Licorice Pizza

Crítica de Javier Porta Fouz - HiperCrítico

Desencuentro

Escucho a Roberto Goyeneche, me dice que estás desorientado y no sabés / qué "trole" hay que tomar para seguir / y en este desencuentro con la fe / querés cruzar el mar y no podés. Estoy desorientado, desencantado, desencontrado. Vi Licorice Pizza y no tendría que haberlo hecho. Las películas de Paul Thomas Anderson deberían gustarme todas, deberían encantarme. Es uno de los grandes, uno de los directores que más quiero, o eso digo, o eso decía. Escribir sobre una de sus películas, Boogie Nights, me cambió la vida -varias vidas- porque me permitió entrar a la revista El Amante. Pero ya está por pasar medio siglo desde ese momento, es decir casi la mitad de mi vida.
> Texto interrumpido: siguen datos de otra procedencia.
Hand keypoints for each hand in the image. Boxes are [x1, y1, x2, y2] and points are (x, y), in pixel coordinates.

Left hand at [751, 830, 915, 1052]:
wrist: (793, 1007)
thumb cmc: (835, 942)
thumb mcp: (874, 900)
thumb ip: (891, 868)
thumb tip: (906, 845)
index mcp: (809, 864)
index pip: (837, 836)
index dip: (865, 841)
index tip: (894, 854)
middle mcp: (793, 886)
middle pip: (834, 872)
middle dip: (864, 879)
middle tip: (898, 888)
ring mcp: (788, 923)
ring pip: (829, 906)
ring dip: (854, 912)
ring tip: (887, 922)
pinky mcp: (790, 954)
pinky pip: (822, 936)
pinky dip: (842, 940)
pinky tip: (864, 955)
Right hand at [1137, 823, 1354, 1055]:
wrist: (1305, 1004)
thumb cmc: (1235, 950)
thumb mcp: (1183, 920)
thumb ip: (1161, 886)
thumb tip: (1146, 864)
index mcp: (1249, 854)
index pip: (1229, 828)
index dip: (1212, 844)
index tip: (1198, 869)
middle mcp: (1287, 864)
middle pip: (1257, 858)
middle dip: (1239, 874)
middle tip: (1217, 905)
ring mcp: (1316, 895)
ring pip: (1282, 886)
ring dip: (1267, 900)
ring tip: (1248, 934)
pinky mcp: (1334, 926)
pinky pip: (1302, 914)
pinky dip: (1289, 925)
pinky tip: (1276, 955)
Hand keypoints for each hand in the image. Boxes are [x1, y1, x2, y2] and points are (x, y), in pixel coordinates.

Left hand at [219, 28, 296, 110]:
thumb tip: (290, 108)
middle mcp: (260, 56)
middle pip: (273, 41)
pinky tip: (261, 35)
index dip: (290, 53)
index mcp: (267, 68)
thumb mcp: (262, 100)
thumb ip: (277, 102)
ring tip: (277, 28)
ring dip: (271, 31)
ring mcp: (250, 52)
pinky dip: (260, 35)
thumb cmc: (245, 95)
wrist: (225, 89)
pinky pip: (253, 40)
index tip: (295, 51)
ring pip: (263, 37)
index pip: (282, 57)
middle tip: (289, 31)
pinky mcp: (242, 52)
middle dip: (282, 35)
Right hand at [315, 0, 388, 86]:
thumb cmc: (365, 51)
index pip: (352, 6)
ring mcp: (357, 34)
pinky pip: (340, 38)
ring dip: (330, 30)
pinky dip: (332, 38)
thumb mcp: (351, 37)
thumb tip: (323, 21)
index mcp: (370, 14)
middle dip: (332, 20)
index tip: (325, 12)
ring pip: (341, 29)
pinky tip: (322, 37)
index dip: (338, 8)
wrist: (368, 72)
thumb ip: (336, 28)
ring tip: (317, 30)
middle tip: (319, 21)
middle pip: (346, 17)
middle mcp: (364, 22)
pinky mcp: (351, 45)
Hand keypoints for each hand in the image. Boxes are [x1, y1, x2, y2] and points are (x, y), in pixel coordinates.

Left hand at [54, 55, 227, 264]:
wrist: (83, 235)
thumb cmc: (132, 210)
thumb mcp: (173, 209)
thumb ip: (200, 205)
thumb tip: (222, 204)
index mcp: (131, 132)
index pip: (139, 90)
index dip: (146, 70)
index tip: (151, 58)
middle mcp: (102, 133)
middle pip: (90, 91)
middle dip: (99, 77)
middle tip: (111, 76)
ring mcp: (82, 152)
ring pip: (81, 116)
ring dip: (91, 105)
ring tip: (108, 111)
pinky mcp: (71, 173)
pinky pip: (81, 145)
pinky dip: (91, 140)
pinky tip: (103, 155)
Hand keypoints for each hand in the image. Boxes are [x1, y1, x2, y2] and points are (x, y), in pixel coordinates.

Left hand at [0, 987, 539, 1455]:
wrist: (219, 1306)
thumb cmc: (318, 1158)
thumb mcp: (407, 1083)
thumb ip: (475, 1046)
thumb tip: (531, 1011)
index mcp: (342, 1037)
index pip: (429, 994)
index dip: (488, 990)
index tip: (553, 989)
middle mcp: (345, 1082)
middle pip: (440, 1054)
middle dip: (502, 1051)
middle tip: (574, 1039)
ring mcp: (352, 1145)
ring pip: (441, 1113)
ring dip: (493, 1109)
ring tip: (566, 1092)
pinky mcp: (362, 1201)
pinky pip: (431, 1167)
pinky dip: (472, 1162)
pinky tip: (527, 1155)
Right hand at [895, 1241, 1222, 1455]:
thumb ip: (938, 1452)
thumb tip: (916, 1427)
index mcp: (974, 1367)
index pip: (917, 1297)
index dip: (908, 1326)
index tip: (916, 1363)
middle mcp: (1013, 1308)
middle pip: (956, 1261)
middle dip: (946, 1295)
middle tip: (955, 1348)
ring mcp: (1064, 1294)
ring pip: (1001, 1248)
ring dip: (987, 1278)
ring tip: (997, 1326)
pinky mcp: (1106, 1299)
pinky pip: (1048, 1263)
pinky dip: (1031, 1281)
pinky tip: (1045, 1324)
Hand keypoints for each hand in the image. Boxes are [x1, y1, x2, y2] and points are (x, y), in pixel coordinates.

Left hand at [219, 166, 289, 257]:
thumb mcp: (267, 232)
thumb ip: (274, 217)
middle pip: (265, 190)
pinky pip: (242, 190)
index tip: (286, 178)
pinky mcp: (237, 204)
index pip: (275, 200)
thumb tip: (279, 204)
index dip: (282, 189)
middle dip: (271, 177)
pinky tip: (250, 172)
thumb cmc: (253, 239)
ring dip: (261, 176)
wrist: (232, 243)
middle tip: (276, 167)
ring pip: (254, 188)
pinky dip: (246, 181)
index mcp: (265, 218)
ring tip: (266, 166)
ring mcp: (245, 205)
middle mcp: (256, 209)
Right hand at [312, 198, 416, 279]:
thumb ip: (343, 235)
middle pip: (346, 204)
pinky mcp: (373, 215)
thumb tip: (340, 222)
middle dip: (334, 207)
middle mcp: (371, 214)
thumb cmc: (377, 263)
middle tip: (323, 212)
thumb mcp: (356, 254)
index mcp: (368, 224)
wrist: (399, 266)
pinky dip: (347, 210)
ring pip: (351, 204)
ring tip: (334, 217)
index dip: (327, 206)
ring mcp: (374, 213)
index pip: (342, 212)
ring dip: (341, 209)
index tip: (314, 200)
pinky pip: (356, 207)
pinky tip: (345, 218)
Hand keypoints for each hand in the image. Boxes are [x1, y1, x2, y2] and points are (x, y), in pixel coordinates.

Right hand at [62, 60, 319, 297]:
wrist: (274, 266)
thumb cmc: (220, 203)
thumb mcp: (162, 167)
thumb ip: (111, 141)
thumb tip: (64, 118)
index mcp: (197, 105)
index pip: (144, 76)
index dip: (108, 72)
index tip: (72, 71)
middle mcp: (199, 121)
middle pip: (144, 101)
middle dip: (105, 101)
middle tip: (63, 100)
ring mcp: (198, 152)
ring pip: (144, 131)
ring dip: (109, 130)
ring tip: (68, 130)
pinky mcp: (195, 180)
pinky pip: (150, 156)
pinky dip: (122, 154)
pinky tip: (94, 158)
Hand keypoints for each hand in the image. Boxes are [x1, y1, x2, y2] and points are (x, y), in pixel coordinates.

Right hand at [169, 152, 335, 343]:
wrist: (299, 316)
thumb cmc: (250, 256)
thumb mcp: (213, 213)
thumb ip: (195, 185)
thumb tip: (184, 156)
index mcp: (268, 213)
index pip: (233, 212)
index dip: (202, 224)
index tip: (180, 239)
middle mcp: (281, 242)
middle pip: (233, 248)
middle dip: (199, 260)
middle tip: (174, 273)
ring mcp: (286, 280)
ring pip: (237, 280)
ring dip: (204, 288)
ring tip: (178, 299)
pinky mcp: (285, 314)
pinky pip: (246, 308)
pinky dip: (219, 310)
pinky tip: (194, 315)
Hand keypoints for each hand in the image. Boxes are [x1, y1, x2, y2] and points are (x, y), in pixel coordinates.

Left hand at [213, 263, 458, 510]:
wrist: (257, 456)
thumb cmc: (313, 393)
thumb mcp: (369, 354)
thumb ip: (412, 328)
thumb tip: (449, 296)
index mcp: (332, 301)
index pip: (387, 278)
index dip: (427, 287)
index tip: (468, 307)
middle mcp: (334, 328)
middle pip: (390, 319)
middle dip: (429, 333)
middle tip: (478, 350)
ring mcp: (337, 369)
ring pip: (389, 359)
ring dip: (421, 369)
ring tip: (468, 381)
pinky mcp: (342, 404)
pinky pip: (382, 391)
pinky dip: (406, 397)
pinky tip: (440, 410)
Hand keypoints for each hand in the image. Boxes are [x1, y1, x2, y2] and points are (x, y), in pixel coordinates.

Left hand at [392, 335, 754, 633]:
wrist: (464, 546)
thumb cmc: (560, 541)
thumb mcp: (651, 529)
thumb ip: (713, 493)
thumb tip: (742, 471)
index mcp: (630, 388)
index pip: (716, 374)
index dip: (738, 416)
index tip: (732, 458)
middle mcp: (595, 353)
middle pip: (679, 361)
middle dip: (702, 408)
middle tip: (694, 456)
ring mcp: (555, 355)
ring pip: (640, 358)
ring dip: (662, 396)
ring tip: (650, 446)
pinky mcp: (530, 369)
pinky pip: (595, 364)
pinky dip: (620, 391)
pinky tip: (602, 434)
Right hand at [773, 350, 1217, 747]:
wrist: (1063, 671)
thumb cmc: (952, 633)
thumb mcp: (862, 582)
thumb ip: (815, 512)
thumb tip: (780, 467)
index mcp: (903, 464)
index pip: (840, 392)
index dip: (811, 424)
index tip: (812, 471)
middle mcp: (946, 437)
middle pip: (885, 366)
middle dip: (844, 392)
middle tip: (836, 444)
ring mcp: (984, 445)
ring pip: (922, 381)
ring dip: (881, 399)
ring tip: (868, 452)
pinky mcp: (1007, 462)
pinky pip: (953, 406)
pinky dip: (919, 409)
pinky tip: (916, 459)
Después de ver Boogie Nights vi en VHS -todavía se usaba eso- su primera película, Hard Eight, una de esas óperas primas deslumbrantes que el cine americano suele o solía darnos. Luego defendí -ya formando parte de la redacción de El Amante- Magnolia. No me animo a reverla, de eso estoy seguro. Me enamoré -o ya estaba enamorado de ese cine y esos actores- de Punch-Drunk Love, y también escribí en El Amante. Más tarde llegó Petróleo sangriento (There Will Be Blood) y encontré juntas, en tándem, las pruebas de las acusaciones que se le hacían al cine de Paul Thomas Anderson, como una especie de revelación del orden de todo lo negativo apiñado y en su máximo fulgor. Creo que algo debo haber escrito en algún lado, seguramente comparándola con la maravilla hustoniana El juez del patíbulo (The Life and Times of Judge Roy Bean), otra película con petróleo y que contaba la misma época. Después llegó The Master y fui a verla con cierta reticencia. Me deslumbró y escribí sobre ella en estas páginas sin papel (link). Luego vino Vicio propio (Inherent Vice) y me enfrenté a una decepción gigantesca, o a mi rabiosa incapacidad para querer -o no odiar- esa película (link). Decidí mantenerme lejos de Phantom Thread, de la que no quise ver ni el afiche.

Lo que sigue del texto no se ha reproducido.